### Work instructions
The data below is to be copied exactly, line by line.

### Data supplied
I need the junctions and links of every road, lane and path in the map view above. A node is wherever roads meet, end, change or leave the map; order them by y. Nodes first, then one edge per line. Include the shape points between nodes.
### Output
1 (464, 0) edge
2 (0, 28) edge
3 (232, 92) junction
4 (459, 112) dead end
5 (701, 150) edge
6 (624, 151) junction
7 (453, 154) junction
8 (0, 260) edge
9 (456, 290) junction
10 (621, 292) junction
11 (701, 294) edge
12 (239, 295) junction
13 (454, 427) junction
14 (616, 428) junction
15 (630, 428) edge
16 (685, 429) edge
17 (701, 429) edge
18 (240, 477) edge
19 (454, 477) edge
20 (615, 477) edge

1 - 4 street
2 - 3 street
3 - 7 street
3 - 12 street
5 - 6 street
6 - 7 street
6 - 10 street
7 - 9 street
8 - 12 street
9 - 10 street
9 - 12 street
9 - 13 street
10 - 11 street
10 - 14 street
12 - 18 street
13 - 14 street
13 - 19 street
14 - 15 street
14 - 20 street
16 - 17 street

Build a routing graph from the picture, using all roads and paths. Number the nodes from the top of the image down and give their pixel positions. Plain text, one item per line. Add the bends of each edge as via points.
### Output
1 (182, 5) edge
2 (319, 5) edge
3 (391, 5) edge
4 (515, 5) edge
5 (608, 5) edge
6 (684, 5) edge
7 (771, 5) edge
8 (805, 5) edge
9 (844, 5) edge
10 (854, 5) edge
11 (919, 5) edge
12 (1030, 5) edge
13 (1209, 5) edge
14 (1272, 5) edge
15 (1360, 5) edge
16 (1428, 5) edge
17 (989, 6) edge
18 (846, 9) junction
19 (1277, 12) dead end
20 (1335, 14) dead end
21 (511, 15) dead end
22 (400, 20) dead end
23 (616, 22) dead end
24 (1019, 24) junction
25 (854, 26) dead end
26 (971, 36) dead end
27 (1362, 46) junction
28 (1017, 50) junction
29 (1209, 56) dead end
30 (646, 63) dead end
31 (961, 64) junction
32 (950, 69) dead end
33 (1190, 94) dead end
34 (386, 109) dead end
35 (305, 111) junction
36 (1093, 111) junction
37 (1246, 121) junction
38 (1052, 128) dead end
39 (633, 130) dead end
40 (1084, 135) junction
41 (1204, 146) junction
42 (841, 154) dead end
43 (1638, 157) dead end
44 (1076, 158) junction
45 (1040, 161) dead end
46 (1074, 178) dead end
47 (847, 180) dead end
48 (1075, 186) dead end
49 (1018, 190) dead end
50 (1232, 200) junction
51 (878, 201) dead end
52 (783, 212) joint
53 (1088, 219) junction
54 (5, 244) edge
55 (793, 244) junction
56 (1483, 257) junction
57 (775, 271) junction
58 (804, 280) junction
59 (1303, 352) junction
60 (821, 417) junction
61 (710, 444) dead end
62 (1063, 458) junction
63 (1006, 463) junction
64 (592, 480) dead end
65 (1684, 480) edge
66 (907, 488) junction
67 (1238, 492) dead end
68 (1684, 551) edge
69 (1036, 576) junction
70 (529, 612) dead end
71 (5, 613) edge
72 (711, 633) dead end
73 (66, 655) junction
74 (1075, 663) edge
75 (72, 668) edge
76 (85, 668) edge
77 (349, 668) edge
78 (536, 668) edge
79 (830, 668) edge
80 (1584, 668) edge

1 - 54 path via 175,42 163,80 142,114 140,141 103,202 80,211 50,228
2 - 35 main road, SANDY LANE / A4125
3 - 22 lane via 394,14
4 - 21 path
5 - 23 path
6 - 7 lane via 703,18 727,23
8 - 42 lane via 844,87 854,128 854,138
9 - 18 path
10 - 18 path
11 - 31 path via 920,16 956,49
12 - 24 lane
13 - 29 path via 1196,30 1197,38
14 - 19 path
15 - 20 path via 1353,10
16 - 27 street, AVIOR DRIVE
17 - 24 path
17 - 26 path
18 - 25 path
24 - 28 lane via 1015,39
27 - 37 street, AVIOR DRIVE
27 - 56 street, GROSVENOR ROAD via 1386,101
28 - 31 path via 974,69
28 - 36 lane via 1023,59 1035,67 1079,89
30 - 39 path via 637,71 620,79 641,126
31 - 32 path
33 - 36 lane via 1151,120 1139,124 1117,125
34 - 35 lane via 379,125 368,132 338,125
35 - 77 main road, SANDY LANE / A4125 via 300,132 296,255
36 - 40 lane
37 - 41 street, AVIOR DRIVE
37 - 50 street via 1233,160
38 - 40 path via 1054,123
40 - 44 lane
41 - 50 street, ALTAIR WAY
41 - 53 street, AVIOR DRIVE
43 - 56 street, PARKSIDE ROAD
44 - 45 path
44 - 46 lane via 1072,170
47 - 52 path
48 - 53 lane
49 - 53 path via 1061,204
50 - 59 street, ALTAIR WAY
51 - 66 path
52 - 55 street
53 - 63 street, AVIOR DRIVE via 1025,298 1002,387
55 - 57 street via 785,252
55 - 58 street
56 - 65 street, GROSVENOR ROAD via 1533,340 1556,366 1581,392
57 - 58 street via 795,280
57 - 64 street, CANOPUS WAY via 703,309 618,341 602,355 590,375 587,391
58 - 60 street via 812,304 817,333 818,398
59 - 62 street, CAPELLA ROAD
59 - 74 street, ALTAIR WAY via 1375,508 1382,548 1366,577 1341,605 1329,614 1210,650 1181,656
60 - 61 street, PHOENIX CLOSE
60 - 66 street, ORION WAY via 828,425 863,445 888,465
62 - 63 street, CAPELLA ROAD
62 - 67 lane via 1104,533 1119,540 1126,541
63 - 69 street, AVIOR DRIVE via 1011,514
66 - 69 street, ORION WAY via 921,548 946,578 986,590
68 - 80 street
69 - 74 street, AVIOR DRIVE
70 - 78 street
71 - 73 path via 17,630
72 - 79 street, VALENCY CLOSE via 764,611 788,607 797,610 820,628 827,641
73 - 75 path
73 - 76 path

### Result of this task
I need the junctions and links of every road, lane and path in the map view above. A node is wherever roads meet, end, change or leave the map; order them by y. Nodes first, then one edge per line. Include the shape points between nodes.
### Output
1 (464, 0) edge
2 (0, 28) edge
3 (232, 92) junction
4 (459, 112) dead end
5 (701, 150) edge
6 (624, 151) junction
7 (453, 154) junction
8 (0, 260) edge
9 (456, 290) junction
10 (621, 292) junction
11 (701, 294) edge
12 (239, 295) junction
13 (454, 427) junction
14 (616, 428) junction
15 (630, 428) edge
16 (685, 429) edge
17 (701, 429) edge
18 (240, 477) edge
19 (454, 477) edge
20 (615, 477) edge

1 - 4 street
2 - 3 street
3 - 7 street
3 - 12 street
5 - 6 street
6 - 7 street
6 - 10 street
7 - 9 street
8 - 12 street
9 - 10 street
9 - 12 street
9 - 13 street
10 - 11 street
10 - 14 street
12 - 18 street
13 - 14 street
13 - 19 street
14 - 15 street
14 - 20 street
16 - 17 street

Build a routing graph from the picture, using all roads and paths. Number the nodes from the top of the image down and give their pixel positions. Plain text, one item per line. Add the bends of each edge as via points.
### Output
1 (182, 5) edge
2 (319, 5) edge
3 (391, 5) edge
4 (515, 5) edge
5 (608, 5) edge
6 (684, 5) edge
7 (771, 5) edge
8 (805, 5) edge
9 (844, 5) edge
10 (854, 5) edge
11 (919, 5) edge
12 (1030, 5) edge
13 (1209, 5) edge
14 (1272, 5) edge
15 (1360, 5) edge
16 (1428, 5) edge
17 (989, 6) edge
18 (846, 9) junction
19 (1277, 12) dead end
20 (1335, 14) dead end
21 (511, 15) dead end
22 (400, 20) dead end
23 (616, 22) dead end
24 (1019, 24) junction
25 (854, 26) dead end
26 (971, 36) dead end
27 (1362, 46) junction
28 (1017, 50) junction
29 (1209, 56) dead end
30 (646, 63) dead end
31 (961, 64) junction
32 (950, 69) dead end
33 (1190, 94) dead end
34 (386, 109) dead end
35 (305, 111) junction
36 (1093, 111) junction
37 (1246, 121) junction
38 (1052, 128) dead end
39 (633, 130) dead end
40 (1084, 135) junction
41 (1204, 146) junction
42 (841, 154) dead end
43 (1638, 157) dead end
44 (1076, 158) junction
45 (1040, 161) dead end
46 (1074, 178) dead end
47 (847, 180) dead end
48 (1075, 186) dead end
49 (1018, 190) dead end
50 (1232, 200) junction
51 (878, 201) dead end
52 (783, 212) joint
53 (1088, 219) junction
54 (5, 244) edge
55 (793, 244) junction
56 (1483, 257) junction
57 (775, 271) junction
58 (804, 280) junction
59 (1303, 352) junction
60 (821, 417) junction
61 (710, 444) dead end
62 (1063, 458) junction
63 (1006, 463) junction
64 (592, 480) dead end
65 (1684, 480) edge
66 (907, 488) junction
67 (1238, 492) dead end
68 (1684, 551) edge
69 (1036, 576) junction
70 (529, 612) dead end
71 (5, 613) edge
72 (711, 633) dead end
73 (66, 655) junction
74 (1075, 663) edge
75 (72, 668) edge
76 (85, 668) edge
77 (349, 668) edge
78 (536, 668) edge
79 (830, 668) edge
80 (1584, 668) edge

1 - 54 path via 175,42 163,80 142,114 140,141 103,202 80,211 50,228
2 - 35 main road, SANDY LANE / A4125
3 - 22 lane via 394,14
4 - 21 path
5 - 23 path
6 - 7 lane via 703,18 727,23
8 - 42 lane via 844,87 854,128 854,138
9 - 18 path
10 - 18 path
11 - 31 path via 920,16 956,49
12 - 24 lane
13 - 29 path via 1196,30 1197,38
14 - 19 path
15 - 20 path via 1353,10
16 - 27 street, AVIOR DRIVE
17 - 24 path
17 - 26 path
18 - 25 path
24 - 28 lane via 1015,39
27 - 37 street, AVIOR DRIVE
27 - 56 street, GROSVENOR ROAD via 1386,101
28 - 31 path via 974,69
28 - 36 lane via 1023,59 1035,67 1079,89
30 - 39 path via 637,71 620,79 641,126
31 - 32 path
33 - 36 lane via 1151,120 1139,124 1117,125
34 - 35 lane via 379,125 368,132 338,125
35 - 77 main road, SANDY LANE / A4125 via 300,132 296,255
36 - 40 lane
37 - 41 street, AVIOR DRIVE
37 - 50 street via 1233,160
38 - 40 path via 1054,123
40 - 44 lane
41 - 50 street, ALTAIR WAY
41 - 53 street, AVIOR DRIVE
43 - 56 street, PARKSIDE ROAD
44 - 45 path
44 - 46 lane via 1072,170
47 - 52 path
48 - 53 lane
49 - 53 path via 1061,204
50 - 59 street, ALTAIR WAY
51 - 66 path
52 - 55 street
53 - 63 street, AVIOR DRIVE via 1025,298 1002,387
55 - 57 street via 785,252
55 - 58 street
56 - 65 street, GROSVENOR ROAD via 1533,340 1556,366 1581,392
57 - 58 street via 795,280
57 - 64 street, CANOPUS WAY via 703,309 618,341 602,355 590,375 587,391
58 - 60 street via 812,304 817,333 818,398
59 - 62 street, CAPELLA ROAD
59 - 74 street, ALTAIR WAY via 1375,508 1382,548 1366,577 1341,605 1329,614 1210,650 1181,656
60 - 61 street, PHOENIX CLOSE
60 - 66 street, ORION WAY via 828,425 863,445 888,465
62 - 63 street, CAPELLA ROAD
62 - 67 lane via 1104,533 1119,540 1126,541
63 - 69 street, AVIOR DRIVE via 1011,514
66 - 69 street, ORION WAY via 921,548 946,578 986,590
68 - 80 street
69 - 74 street, AVIOR DRIVE
70 - 78 street
71 - 73 path via 17,630
72 - 79 street, VALENCY CLOSE via 764,611 788,607 797,610 820,628 827,641
73 - 75 path
73 - 76 path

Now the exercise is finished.